Le Temps

Un tatouage détecteur de cancers

Une équipe zurichoise a développé un tatouage qui change de couleur en cas d’événement annonçant un cancer

- FRANÇOIS MANGE

Une tête de mort, «I love mum», un scorpion, tout y était déjà passé. Tout, sauf peut-être «Attention, cancer!». Un tatouage biomédical mis au point par l’équipe de Martin Fussenegge­r, de l’Ecole polytechni­que fédérale de Zurich, permet de déceler la survenue de certains cancers en détectant un signal biologique précoce: un taux élevé et prolongé de calcium dans le sang (ou hypercalcé­mie). Il a été présenté le 18 avril dans la revue Science Translatio­nal Medicine.

Sans encre

Dans une grande majorité des cas, les cancers sont détectés à un stade avancé, souvent trop tard pour qu’on puisse les guérir. Pourtant, «dans le cas d’un cancer de la prostate ou du côlon, on a plus de 90% de chances de soigner le patient si on détecte la tumeur à un stade précoce, explique Martin Fussenegge­r. Malheureus­ement, trop peu d’outils sont développés pour favoriser une détection rapide.»

Pour surmonter le problème, le biologiste et son équipe ont mis au point un tatouage qui devient plus foncé en cas de cancer précoce. Tatouage qui n’en est d’ailleurs pas vraiment un: il ne possède aucune encre, mais est composé de cellules injectées sous la peau et génétiquem­ent modifiées de sorte qu’elles possèdent à leur surface des récepteurs qui captent le calcium. Lorsque le calcium s’y fixe en cas d’hypercalcé­mie, il déclenche la production de mélanine, le pigment responsabl­e de la coloration foncée de la peau. Le tatouage devient alors plus foncé, alertant le patient.
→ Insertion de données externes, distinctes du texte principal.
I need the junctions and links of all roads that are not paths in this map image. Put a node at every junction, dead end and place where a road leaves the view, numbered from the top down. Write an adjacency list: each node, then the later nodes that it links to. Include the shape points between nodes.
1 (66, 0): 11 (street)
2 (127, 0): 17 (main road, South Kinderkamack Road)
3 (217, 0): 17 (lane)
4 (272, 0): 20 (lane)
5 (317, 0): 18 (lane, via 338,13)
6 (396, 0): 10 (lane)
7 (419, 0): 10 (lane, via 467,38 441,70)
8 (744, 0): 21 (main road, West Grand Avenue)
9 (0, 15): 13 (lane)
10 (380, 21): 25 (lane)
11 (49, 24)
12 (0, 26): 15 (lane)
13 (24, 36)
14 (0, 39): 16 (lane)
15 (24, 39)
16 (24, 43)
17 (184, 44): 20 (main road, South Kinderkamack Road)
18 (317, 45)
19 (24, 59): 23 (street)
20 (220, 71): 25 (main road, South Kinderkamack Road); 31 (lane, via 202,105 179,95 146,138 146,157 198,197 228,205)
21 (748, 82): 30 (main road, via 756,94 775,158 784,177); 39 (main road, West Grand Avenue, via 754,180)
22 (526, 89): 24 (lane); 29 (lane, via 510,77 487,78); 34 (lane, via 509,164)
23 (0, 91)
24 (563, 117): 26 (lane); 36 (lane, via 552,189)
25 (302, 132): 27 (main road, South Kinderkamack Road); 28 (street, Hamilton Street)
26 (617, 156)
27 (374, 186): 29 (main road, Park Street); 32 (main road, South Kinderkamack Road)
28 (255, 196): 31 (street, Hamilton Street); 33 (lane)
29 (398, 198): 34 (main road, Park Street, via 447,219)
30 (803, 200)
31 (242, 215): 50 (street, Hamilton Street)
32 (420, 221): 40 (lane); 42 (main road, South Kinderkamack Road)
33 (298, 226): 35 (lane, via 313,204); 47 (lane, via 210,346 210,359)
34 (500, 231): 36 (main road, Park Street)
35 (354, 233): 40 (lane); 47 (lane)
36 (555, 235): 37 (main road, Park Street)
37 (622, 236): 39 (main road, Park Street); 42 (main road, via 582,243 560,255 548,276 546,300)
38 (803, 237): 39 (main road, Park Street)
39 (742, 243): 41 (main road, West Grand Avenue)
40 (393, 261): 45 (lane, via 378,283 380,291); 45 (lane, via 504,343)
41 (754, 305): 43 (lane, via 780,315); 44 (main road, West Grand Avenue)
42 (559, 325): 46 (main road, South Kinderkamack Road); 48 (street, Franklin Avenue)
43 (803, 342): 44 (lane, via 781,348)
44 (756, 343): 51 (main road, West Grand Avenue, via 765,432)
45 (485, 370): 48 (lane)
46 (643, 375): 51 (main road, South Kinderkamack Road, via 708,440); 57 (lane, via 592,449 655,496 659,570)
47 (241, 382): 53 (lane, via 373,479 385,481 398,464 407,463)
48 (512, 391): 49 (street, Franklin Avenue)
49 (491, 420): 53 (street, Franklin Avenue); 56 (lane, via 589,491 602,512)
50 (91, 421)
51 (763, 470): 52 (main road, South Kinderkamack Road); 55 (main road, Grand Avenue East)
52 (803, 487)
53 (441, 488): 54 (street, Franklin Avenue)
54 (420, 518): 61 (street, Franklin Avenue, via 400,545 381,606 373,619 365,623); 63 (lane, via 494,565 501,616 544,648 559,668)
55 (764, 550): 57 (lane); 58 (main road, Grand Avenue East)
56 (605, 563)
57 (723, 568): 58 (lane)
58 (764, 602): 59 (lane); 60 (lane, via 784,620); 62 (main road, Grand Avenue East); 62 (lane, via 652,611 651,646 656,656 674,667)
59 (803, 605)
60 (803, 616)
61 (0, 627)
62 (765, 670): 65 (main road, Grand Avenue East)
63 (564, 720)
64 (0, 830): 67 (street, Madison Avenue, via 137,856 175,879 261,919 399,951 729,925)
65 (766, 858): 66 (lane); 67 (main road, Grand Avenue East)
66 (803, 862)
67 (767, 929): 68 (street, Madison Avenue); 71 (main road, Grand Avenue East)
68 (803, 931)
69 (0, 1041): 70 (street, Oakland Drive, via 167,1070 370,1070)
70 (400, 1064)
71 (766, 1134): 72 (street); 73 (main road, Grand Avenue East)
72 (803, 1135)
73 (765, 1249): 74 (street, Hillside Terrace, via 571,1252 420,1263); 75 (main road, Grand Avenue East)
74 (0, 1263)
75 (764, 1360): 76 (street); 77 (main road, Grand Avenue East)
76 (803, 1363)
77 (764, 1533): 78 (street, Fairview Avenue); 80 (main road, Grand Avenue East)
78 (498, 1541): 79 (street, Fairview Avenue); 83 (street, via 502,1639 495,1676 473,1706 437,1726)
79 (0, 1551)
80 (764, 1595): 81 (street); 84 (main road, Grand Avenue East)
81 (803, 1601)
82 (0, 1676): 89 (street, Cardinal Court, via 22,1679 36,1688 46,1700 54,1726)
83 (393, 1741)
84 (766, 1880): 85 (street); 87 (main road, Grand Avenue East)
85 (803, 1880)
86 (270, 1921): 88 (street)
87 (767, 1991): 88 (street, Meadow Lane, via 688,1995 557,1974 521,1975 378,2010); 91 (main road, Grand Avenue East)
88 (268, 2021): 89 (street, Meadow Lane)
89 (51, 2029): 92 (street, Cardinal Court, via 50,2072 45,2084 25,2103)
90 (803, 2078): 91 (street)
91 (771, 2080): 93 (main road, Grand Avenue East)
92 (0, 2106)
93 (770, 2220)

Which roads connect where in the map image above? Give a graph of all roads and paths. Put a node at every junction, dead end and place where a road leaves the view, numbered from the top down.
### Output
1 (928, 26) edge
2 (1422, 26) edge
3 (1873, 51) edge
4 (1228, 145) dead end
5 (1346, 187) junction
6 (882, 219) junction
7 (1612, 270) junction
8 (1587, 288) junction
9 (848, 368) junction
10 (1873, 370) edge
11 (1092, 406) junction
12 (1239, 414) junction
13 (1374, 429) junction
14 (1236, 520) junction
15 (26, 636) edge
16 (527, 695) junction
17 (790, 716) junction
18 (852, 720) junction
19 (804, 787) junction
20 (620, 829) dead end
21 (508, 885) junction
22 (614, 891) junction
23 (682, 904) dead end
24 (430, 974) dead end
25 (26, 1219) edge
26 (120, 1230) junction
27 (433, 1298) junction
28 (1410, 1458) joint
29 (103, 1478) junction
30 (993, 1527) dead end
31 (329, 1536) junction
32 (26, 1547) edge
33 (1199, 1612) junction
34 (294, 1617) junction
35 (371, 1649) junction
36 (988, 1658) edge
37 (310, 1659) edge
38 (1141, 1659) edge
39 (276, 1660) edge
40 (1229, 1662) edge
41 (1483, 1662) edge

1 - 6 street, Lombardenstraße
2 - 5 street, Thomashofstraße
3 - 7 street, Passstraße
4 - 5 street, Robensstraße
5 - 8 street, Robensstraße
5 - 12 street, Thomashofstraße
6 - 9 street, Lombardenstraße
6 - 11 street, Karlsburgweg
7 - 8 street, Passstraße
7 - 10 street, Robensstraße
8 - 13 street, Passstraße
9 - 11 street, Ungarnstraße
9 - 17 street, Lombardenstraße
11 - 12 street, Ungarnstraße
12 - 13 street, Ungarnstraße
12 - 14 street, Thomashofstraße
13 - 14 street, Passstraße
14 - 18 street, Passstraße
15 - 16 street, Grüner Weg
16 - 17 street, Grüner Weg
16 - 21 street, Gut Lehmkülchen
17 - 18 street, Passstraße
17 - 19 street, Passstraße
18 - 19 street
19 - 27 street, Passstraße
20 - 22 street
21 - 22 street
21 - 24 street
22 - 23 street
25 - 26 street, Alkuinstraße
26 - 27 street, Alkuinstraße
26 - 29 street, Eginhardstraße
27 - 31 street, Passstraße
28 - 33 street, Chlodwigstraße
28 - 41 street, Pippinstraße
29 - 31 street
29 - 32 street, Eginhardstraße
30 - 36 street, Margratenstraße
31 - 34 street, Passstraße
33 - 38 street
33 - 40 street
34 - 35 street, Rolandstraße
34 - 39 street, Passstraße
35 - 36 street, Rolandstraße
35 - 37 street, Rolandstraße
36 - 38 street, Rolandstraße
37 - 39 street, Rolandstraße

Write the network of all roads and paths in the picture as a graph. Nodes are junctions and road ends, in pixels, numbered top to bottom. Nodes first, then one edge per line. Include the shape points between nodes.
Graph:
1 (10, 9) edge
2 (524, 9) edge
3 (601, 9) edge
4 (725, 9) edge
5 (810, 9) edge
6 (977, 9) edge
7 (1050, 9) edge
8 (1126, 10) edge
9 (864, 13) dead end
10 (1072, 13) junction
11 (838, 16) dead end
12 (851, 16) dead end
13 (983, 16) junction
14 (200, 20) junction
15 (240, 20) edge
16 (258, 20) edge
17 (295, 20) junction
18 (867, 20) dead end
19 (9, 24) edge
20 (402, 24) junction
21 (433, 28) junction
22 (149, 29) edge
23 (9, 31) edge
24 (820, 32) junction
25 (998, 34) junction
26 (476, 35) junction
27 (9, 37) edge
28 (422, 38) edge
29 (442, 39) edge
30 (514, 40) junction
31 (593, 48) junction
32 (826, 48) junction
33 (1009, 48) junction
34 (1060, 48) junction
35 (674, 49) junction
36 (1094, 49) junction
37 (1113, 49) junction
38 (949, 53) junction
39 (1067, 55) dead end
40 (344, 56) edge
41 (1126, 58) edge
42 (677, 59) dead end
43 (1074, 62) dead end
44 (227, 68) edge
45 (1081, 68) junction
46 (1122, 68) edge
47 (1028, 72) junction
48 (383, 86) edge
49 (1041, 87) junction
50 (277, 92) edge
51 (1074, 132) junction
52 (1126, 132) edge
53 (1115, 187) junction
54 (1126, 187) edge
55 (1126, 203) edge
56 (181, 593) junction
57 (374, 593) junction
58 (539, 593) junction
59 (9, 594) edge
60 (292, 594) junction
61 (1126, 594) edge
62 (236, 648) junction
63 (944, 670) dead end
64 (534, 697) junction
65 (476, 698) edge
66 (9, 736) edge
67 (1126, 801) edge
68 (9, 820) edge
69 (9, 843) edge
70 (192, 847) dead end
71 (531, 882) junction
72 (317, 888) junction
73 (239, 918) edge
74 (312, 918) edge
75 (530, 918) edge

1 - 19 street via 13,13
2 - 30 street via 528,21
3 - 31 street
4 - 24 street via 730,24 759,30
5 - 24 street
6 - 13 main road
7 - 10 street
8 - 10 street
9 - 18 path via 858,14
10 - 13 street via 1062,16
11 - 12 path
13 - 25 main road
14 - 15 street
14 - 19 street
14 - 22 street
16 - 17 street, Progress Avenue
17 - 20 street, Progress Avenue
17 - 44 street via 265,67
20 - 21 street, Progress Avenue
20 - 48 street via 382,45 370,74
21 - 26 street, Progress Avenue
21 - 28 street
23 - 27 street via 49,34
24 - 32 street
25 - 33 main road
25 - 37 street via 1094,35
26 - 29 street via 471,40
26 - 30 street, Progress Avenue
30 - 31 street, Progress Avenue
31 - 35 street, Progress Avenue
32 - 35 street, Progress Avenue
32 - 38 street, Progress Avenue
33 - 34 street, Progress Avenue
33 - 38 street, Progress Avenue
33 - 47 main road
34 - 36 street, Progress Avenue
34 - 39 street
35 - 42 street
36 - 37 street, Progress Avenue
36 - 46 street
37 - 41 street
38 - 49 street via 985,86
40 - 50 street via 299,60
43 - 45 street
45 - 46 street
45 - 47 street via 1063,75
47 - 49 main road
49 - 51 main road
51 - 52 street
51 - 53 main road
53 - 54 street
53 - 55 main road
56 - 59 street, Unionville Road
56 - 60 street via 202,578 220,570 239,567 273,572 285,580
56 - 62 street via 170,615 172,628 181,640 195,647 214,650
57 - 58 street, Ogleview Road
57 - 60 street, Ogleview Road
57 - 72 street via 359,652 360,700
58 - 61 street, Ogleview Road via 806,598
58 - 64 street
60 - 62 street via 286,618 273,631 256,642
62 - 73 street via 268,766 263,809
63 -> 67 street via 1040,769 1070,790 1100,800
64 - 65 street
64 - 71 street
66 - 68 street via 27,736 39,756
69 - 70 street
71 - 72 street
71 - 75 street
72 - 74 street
«Tous les composants sont biocompati­bles et existent naturellem­ent dans l’organisme», fait valoir Martin Fussenegge­r. De quoi limiter par exemple les risques d’infection ou de rejet.

Empreinte biomédical­e

Seul un taux de calcium élevé sur une longue période va mener à la coloration des cellules. «En injectant ces cellules à un endroit donné sous la peau, nous sommes donc capables de détecter le possible développem­ent d’une tumeur grâce à la simple apparition d’une tache ou d’un grain de beauté», ajoute Martin Fussenegge­r.

Pour le moment, ce tatouage a été testé chez des souris et sur des échantillo­ns de peau de cochon. Une hypercalcé­mie peut être liée à d’autres maladies, comme des arythmies cardiaques. Pour éviter des diagnostic­s erronés, ce tatouage ne devrait s’adresser qu’à des patients à risque tels que ceux qui ont déjà souffert d’un cancer par le passé. Mais ce dispositif, s’il venait à être utilisé en clinique, pourrait constituer un moyen supplément­aire de détecter des maladies avant qu’elles ne fassent de dégâts.